**TASK DETAILS:** Would you return the entries below word for word?

**STORED DATA:**
= = = = =

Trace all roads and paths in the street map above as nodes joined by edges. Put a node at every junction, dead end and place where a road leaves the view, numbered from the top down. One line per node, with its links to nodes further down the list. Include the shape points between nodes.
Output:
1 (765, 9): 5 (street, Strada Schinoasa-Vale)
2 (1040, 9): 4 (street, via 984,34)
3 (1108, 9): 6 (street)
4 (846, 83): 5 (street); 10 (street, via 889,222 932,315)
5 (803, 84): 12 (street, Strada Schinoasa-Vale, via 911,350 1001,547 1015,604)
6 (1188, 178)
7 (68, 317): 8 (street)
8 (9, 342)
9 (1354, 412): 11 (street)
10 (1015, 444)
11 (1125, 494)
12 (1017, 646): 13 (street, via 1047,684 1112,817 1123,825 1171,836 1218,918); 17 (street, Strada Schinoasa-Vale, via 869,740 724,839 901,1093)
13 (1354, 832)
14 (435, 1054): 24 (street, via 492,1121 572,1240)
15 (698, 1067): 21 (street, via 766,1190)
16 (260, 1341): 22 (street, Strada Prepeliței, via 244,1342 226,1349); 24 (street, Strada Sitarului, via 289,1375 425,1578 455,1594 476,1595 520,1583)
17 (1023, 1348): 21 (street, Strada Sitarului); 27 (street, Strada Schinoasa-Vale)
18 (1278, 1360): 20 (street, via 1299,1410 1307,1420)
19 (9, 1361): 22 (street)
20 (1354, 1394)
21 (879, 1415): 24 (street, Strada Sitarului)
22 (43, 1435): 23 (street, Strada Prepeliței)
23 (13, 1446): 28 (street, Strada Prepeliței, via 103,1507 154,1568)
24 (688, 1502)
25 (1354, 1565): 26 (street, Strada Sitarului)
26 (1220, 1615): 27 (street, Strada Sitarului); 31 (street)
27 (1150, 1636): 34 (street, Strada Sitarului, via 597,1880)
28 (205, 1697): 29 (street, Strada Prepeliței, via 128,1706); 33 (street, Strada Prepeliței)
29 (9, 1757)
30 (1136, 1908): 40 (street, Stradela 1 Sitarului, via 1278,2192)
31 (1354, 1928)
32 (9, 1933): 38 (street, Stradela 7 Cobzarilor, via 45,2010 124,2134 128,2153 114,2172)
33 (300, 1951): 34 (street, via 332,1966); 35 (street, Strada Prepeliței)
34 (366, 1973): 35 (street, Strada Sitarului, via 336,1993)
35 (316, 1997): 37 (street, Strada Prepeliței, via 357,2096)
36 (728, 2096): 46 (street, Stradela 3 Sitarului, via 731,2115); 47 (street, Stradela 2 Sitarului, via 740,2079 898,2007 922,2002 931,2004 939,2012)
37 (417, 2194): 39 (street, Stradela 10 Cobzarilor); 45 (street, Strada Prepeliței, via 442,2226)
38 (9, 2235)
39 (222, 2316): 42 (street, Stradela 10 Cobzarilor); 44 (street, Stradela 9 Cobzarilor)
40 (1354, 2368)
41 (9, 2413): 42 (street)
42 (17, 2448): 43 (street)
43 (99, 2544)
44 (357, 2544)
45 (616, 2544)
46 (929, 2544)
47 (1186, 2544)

= = = = =

**RESULT OF THIS TASK:**
Trace all roads and paths in the street map above as nodes joined by edges. Put a node at every junction, dead end and place where a road leaves the view, numbered from the top down. One line per node, with its links to nodes further down the list. Include the shape points between nodes.
Output:
1 (765, 9): 5 (street, Strada Schinoasa-Vale)
2 (1040, 9): 4 (street, via 984,34)
3 (1108, 9): 6 (street)
4 (846, 83): 5 (street); 10 (street, via 889,222 932,315)
5 (803, 84): 12 (street, Strada Schinoasa-Vale, via 911,350 1001,547 1015,604)
6 (1188, 178)
7 (68, 317): 8 (street)
8 (9, 342)
9 (1354, 412): 11 (street)
10 (1015, 444)
11 (1125, 494)
12 (1017, 646): 13 (street, via 1047,684 1112,817 1123,825 1171,836 1218,918); 17 (street, Strada Schinoasa-Vale, via 869,740 724,839 901,1093)
13 (1354, 832)
14 (435, 1054): 24 (street, via 492,1121 572,1240)
15 (698, 1067): 21 (street, via 766,1190)
16 (260, 1341): 22 (street, Strada Prepeliței, via 244,1342 226,1349); 24 (street, Strada Sitarului, via 289,1375 425,1578 455,1594 476,1595 520,1583)
17 (1023, 1348): 21 (street, Strada Sitarului); 27 (street, Strada Schinoasa-Vale)
18 (1278, 1360): 20 (street, via 1299,1410 1307,1420)
19 (9, 1361): 22 (street)
20 (1354, 1394)
21 (879, 1415): 24 (street, Strada Sitarului)
22 (43, 1435): 23 (street, Strada Prepeliței)
23 (13, 1446): 28 (street, Strada Prepeliței, via 103,1507 154,1568)
24 (688, 1502)
25 (1354, 1565): 26 (street, Strada Sitarului)
26 (1220, 1615): 27 (street, Strada Sitarului); 31 (street)
27 (1150, 1636): 34 (street, Strada Sitarului, via 597,1880)
28 (205, 1697): 29 (street, Strada Prepeliței, via 128,1706); 33 (street, Strada Prepeliței)
29 (9, 1757)
30 (1136, 1908): 40 (street, Stradela 1 Sitarului, via 1278,2192)
31 (1354, 1928)
32 (9, 1933): 38 (street, Stradela 7 Cobzarilor, via 45,2010 124,2134 128,2153 114,2172)
33 (300, 1951): 34 (street, via 332,1966); 35 (street, Strada Prepeliței)
34 (366, 1973): 35 (street, Strada Sitarului, via 336,1993)
35 (316, 1997): 37 (street, Strada Prepeliței, via 357,2096)
36 (728, 2096): 46 (street, Stradela 3 Sitarului, via 731,2115); 47 (street, Stradela 2 Sitarului, via 740,2079 898,2007 922,2002 931,2004 939,2012)
37 (417, 2194): 39 (street, Stradela 10 Cobzarilor); 45 (street, Strada Prepeliței, via 442,2226)
38 (9, 2235)
39 (222, 2316): 42 (street, Stradela 10 Cobzarilor); 44 (street, Stradela 9 Cobzarilor)
40 (1354, 2368)
41 (9, 2413): 42 (street)
42 (17, 2448): 43 (street)
43 (99, 2544)
44 (357, 2544)
45 (616, 2544)
46 (929, 2544)
47 (1186, 2544)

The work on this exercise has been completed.